Two Republican members of the US House of Representatives on Wednesday introduced the Taiwan Security Act to enhance military cooperation and exchanges between the US and Taiwan.
The legislation, initiated by US representatives Michael McCaul and Robert Pittenger, echoed a bill introduced in the US Senate in July by Republican Senator Tom Cotton.
The bill would mandate senior defense and diplomatic exchanges between the US and Taiwan at the flag officer and assistant secretary level or above, and reestablish an annual strategic dialogue between the US and Taiwan on arms sales in order to ensure the regular transfer of defense articles.
It would direct the US secretary of defense to invite Taiwanese forces to participate in next year’s Rim of the Pacific (RIMPAC) naval exercise and Red Flag air-to-air combat exercise.
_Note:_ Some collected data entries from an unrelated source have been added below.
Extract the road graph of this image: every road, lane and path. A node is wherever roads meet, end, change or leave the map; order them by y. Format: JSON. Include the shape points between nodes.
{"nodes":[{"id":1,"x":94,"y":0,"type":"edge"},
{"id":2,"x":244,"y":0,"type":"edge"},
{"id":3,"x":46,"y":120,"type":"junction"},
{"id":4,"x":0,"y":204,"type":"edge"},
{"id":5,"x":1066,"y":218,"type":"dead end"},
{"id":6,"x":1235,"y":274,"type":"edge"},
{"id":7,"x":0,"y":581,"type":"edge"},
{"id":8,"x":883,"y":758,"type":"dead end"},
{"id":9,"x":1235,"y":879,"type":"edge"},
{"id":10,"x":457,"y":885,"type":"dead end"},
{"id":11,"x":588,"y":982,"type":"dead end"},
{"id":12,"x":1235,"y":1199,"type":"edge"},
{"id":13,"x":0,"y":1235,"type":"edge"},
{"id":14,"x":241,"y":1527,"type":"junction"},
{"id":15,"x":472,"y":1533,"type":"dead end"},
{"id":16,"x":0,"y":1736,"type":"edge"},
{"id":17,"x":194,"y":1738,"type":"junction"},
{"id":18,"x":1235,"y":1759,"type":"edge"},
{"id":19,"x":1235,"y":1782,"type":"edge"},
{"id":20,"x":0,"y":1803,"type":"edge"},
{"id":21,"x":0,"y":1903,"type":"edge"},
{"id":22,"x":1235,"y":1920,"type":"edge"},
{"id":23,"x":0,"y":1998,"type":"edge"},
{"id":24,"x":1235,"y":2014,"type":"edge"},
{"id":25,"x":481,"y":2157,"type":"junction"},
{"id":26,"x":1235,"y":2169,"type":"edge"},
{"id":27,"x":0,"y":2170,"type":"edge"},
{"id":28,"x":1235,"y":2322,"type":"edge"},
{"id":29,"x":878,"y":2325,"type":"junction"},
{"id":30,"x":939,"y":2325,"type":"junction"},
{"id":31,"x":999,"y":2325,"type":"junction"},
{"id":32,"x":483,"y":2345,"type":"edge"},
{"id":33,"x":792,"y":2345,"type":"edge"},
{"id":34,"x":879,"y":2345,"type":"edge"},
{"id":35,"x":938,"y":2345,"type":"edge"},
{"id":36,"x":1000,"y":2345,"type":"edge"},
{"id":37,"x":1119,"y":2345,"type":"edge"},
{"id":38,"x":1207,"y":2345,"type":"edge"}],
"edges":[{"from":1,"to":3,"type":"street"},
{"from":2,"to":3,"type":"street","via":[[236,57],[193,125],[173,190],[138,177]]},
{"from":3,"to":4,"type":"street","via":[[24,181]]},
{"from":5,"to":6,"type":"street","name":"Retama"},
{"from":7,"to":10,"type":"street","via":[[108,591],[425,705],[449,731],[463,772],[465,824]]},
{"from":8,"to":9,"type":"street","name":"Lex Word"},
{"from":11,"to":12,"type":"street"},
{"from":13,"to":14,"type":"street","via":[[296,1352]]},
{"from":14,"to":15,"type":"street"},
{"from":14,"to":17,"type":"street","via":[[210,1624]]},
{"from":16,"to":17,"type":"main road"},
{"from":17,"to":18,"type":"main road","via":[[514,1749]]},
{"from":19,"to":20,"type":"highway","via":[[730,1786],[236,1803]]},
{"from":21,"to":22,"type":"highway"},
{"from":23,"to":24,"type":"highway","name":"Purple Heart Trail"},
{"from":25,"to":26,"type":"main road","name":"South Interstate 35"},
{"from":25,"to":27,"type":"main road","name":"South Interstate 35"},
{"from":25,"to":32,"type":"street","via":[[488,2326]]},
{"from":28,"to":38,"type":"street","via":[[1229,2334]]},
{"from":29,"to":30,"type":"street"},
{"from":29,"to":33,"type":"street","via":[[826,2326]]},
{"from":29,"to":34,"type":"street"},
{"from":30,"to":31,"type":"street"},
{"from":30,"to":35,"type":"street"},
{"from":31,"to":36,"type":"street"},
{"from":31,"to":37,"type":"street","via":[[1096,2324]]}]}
It would also require US Navy port visits to Taiwan and vice versa, and expresses US congressional support for Taiwan’s plan to spend 3 percent of its GDP on defense and its ongoing efforts to suspend all economic ties with North Korea.
McCaul urged Washington to “stand firm behind our ally Taiwan” and stop allowing its foreign policy to be dictated by China, which he described as “a nation that continuously bullies its neighbors, undermines US economic and national security, threatens global trade in the South China Sea, and has refused to use its leverage over North Korea to help resolve the crisis on the Korean peninsula.”
“While respecting our ‘one-China’ policy, we must return to our normal process for approving arms sales to Taiwan and encouraging their participation alongside the US on the international stage when and where appropriate,” he said in the statement.
Pittenger said the US’ relationship with China is challenged through their current provocations in the South China Sea, cyberthreats, business investments that impact US national security and economic support for North Korea.
“This legislation strengthens our relationship with the freedom-loving people of Taiwan and provides a necessary counter-balance to China’s increased aggressiveness in the region,” he added.